The Chinese patent literature discloses a traffic scene target detection method and system based on deep learning, which utilizes an improved YOLOv3 target detection method to detect vehicles and pedestrians, and comprises the steps of establishing an improved YOLOv3 model for realizing traffic scene feature extraction and training, wherein the improved YOLOv3 model models a boundary frame based on the central information and the size information of the boundary frame to obtain a corresponding Gaussian model so as to predict the uncertainty of the boundary frame and correspondingly set a loss function; and decomposing the vehicle-mounted collected traffic video into pictures and marking, inputting the pictures into a modified YOLOv3 model obtained through training, and identifying vehicles and pedestrians in a traffic scene.
Measuring the similarity between two bounding boxes will use the l_n loss function. However, these loss functions may lead to inaccurate bounding box regression, as they do not match the evaluation index IoU (intersection over union), i.e. the value of the l_n loss function may be different for IoU. Therefore, the IoU, GIoU, DIoU three types of loss functions propose direct optimization evaluation IoU, so that the problem that the l_n loss function is not matched with the evaluation index can be solved.

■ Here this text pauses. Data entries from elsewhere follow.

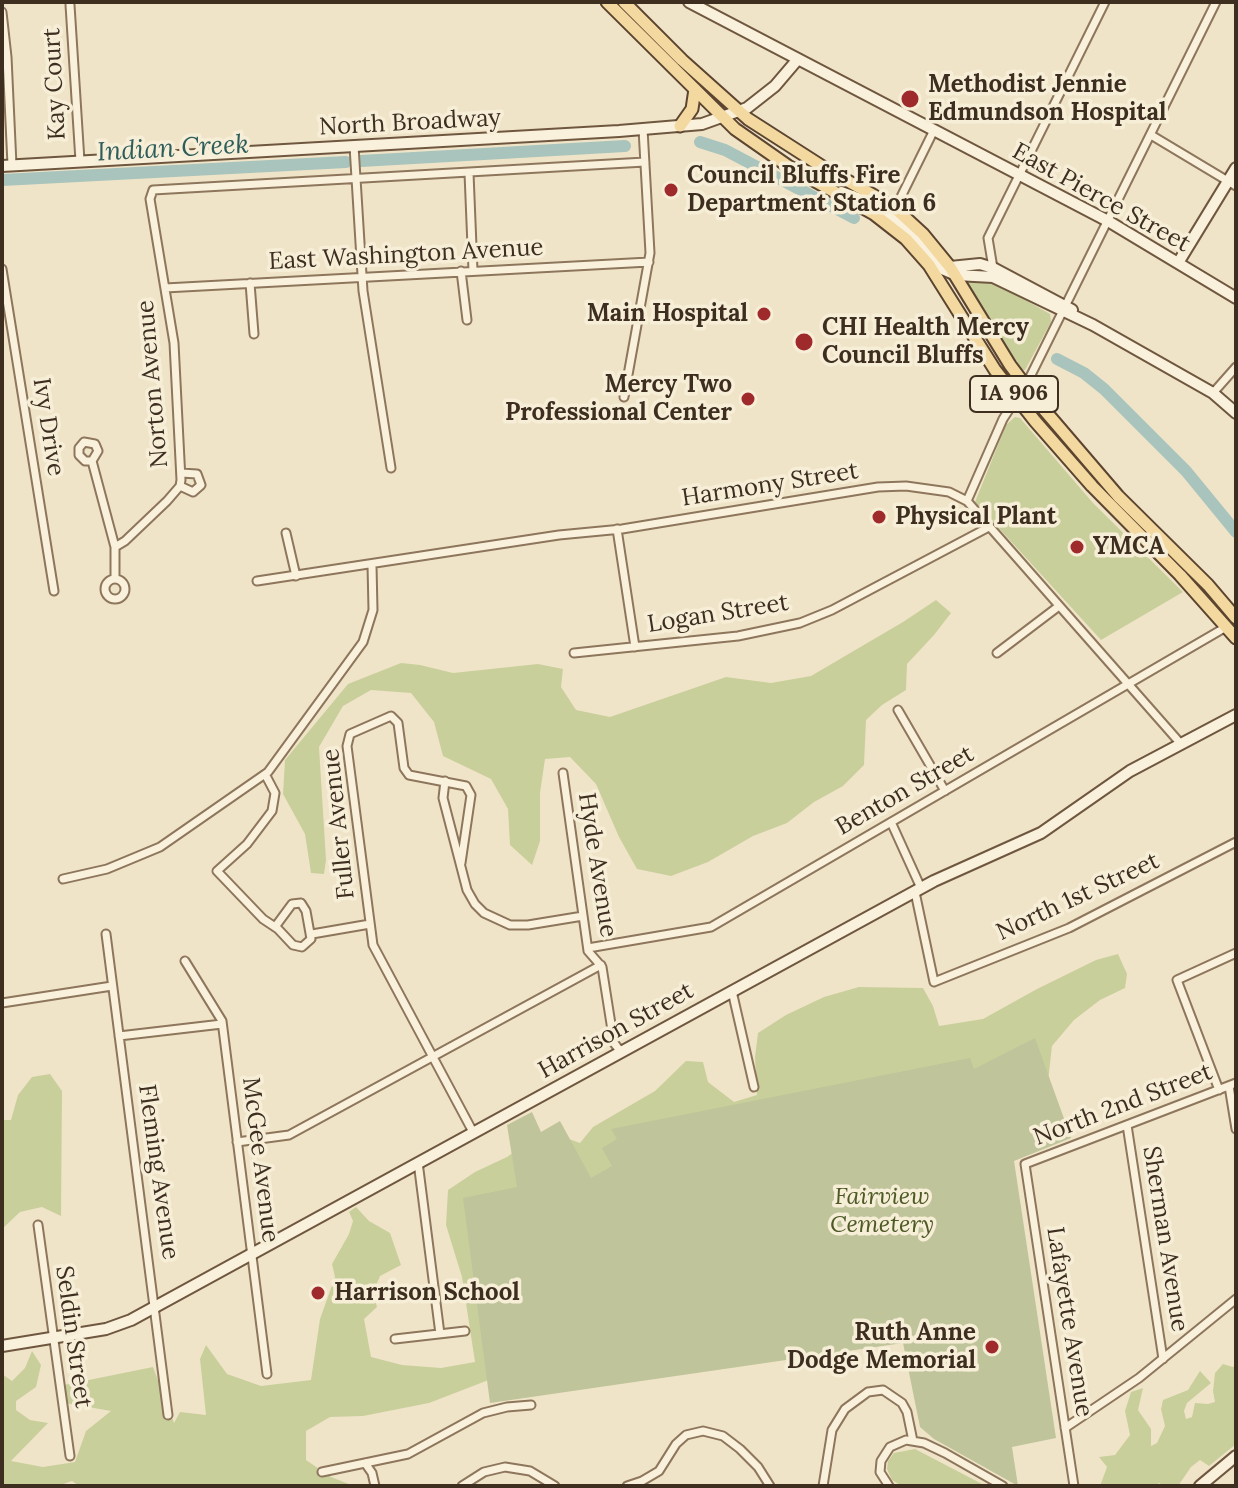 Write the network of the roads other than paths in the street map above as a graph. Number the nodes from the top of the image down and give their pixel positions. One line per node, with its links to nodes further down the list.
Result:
1 (607, 2): 9 (main road, IA 906)
2 (624, 2): 10 (main road, IA 906)
3 (689, 2): 8 (main road, East Pierce Street)
4 (1105, 2): 22 (street)
5 (1216, 2): 15 (street)
6 (70, 5): 17 (street, Kay Court)
7 (2, 12): 19 (street)
8 (798, 59): 10 (main road, North Broadway); 14 (main road, East Pierce Street)
9 (695, 89): 11 (main road, IA 906); 12 (main road)
10 (739, 112): 11 (main road, North Broadway); 26 (main road, IA 906)
11 (722, 118): 12 (main road, North Broadway); 25 (main road, IA 906)
12 (680, 126): 13 (main road, North Broadway)
13 (643, 129): 16 (main road, North Broadway); 18 (street)
14 (934, 130): 22 (main road, East Pierce Street); 26 (street)
15 (1151, 135): 24 (street); 27 (street)
16 (354, 146): 17 (main road, North Broadway); 23 (street)
17 (80, 161): 19 (main road, North Broadway)
18 (645, 162): 21 (street); 28 (street)
19 (7, 165)
20 (1236, 168): 24 (main road)
21 (469, 173): 23 (street); 33 (street)
22 (1019, 175): 27 (main road, East Pierce Street); 30 (street)
23 (356, 180): 35 (street); 37 (street, Norton Avenue)
24 (1232, 184): 29 (main road)
25 (826, 187): 34 (main road); 46 (main road, IA 906)
26 (895, 209): 34 (main road, IA 906)
27 (1108, 221): 29 (main road, East Pierce Street); 39 (street)
28 (649, 262): 33 (street, East Washington Avenue); 45 (street)
29 (1178, 263): 38 (main road, East Pierce Street)
30 (993, 268): 34 (main road); 39 (main road)
31 (2, 269): 62 (street, Ivy Drive)
32 (461, 271): 33 (street, East Washington Avenue); 35 (street, East Washington Avenue); 40 (street)
33 (473, 271)
34 (953, 271): 39 (main road); 43 (main road, IA 906)
35 (362, 277): 36 (street, East Washington Avenue); 49 (street)
36 (250, 283): 37 (street, East Washington Avenue); 41 (street)
37 (165, 288): 50 (street, Norton Avenue)
38 (1236, 298)
39 (1064, 308): 43 (street); 44 (main road)
40 (467, 320)
41 (254, 334)
42 (1236, 367): 44 (street)
43 (1026, 386): 46 (street); 56 (main road, IA 906)
44 (1213, 393): 47 (main road)
45 (624, 397)
46 (1018, 399): 52 (street); 56 (main road, IA 906)
47 (1236, 413)
48 (92, 461): 57 (street)
49 (391, 468)
50 (181, 473): 51 (street, Norton Avenue); 51 (street)
51 (180, 486): 57 (street, Norton Avenue)
52 (967, 501): 53 (street); 54 (street, Harmony Street)
53 (989, 527): 63 (street); 67 (street, Logan Street)
54 (617, 529): 58 (street, Harmony Street); 67 (street)
55 (286, 533): 59 (street)
56 (1154, 540): 64 (main road, IA 906); 65 (main road, IA 906)
57 (115, 547): 60 (street)
58 (372, 565): 59 (street, Harmony Street); 75 (street)
59 (296, 576): 61 (street, Harmony Street)
60 (115, 579)
61 (257, 581)
62 (54, 591)
63 (1059, 606): 69 (street); 70 (street)
64 (1236, 618)
65 (1226, 627): 66 (main road, IA 906); 70 (street, Benton Street)
66 (1236, 638)
67 (635, 647): 68 (street, Logan Street)
68 (574, 653)
69 (997, 653)
70 (1128, 684): 73 (street); 77 (street, Benton Street)
71 (898, 710): 77 (street)
72 (1236, 715): 73 (main road, Harrison Street)
73 (1181, 744): 82 (main road, Harrison Street)
74 (563, 773): 83 (street, Hyde Avenue)
75 (265, 774): 81 (street); 85 (street)
76 (445, 781): 80 (street); 80 (street, Fuller Avenue); 84 (street, Fuller Avenue)
77 (945, 791): 78 (street, Benton Street)
78 (891, 822): 82 (street); 88 (street, Benton Street)
79 (1236, 842): 82 (street, North 1st Street)
80 (461, 863): 83 (street)
81 (63, 879)
82 (918, 890): 93 (main road, Harrison Street)
83 (583, 916): 88 (street, Hyde Avenue)
84 (370, 924): 87 (street); 98 (street, Fuller Avenue)
85 (275, 927): 87 (street); 87 (street)
86 (106, 934): 92 (street, Fleming Avenue)
87 (312, 934)
88 (588, 948): 91 (street, Hyde Avenue)
89 (1236, 953): 101 (street)
90 (185, 961): 95 (street, McGee Avenue)
91 (601, 965): 97 (street, Hyde Avenue); 98 (street)
92 (112, 986): 94 (street); 96 (street, Fleming Avenue)
93 (732, 991): 97 (main road, Harrison Street); 100 (street)
94 (2, 1003)
95 (222, 1024): 96 (street); 105 (street, McGee Avenue)
96 (119, 1036): 111 (street, Fleming Avenue)
97 (621, 1052): 104 (main road, Harrison Street)
98 (432, 1057): 104 (street, Fuller Avenue); 105 (street)
99 (1233, 1084): 101 (street, North 2nd Street); 103 (street)
100 (754, 1087)
101 (1219, 1090): 102 (street, North 2nd Street)
102 (1127, 1125): 107 (street, North 2nd Street); 117 (street, Sherman Avenue)
103 (1236, 1129)
104 (473, 1132): 106 (main road, Harrison Street)
105 (237, 1142): 109 (street, McGee Avenue)
106 (418, 1162): 109 (main road, Harrison Street); 113 (street)
107 (1025, 1164): 121 (street, Lafayette Avenue)
108 (38, 1225): 114 (street, Seldin Street)
109 (252, 1253): 111 (main road, Harrison Street); 118 (street, McGee Avenue)
110 (1236, 1299): 117 (street)
111 (155, 1306): 114 (main road, Harrison Street); 120 (street, Fleming Avenue)
112 (465, 1331): 113 (street)
113 (440, 1334): 115 (street)
114 (53, 1338): 116 (main road, Harrison Street); 123 (street, Seldin Street)
115 (395, 1339)
116 (2, 1346)
117 (1163, 1359): 121 (street)
118 (267, 1374)
119 (531, 1405): 125 (street)
120 (168, 1415)
121 (1065, 1428): 135 (street, Lafayette Avenue)
122 (913, 1441): 132 (street); 133 (street); 134 (street)
123 (70, 1456)
124 (1236, 1456): 136 (main road)
125 (365, 1463): 126 (street); 127 (street)
126 (322, 1472)
127 (375, 1486)
128 (462, 1486): 129 (street)
129 (555, 1486)
130 (627, 1486): 131 (street)
131 (770, 1486)
132 (823, 1486)
133 (889, 1486)
134 (1003, 1486)
135 (1074, 1486)
136 (1200, 1486)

The loss based on IoU can not well regress the length and width of the prediction frame in a state that the prediction frame and the real frame are not overlapped, and in addition, the traditional center point loss can not generate a larger gradient when the target height is overlapped, so that the regression of the center point of the prediction frame is further promoted. Thus resulting in a poor overall final detection accuracy.
Disclosure of Invention
The invention aims to solve the technical problem of providing a target detection method, a target detection system and a target detection medium for improving the regression loss of a boundary box aiming at the defects of the prior art.
The technical scheme for solving the technical problems is as follows:
an object detection method for improving a bounding box regression loss, comprising the steps of:
step S1, obtaining a real scene picture, marking a real boundary frame and a category of a target object in the real scene picture in advance to form a training data set, and training a preset detection model through the training data set;
s2, inputting the pictures in the training data set into a trained detection model for prediction to obtain a prediction type and a prediction boundary box of the target object;
s3, constructing a loss function, and calculating the positioning loss of the prediction boundary frame through the loss function to obtain the positioning loss;
step S4, optimizing the detection model according to the positioning loss to obtain an optimized detection model, replacing the trained detection model with the optimized detection model, and repeating the steps S2-S4 to train the optimized detection model until the preset training times are reached, and finishing the training;
and S5, inputting the picture to be detected into the trained optimal detection model for prediction to obtain the target boundary box position and target classification.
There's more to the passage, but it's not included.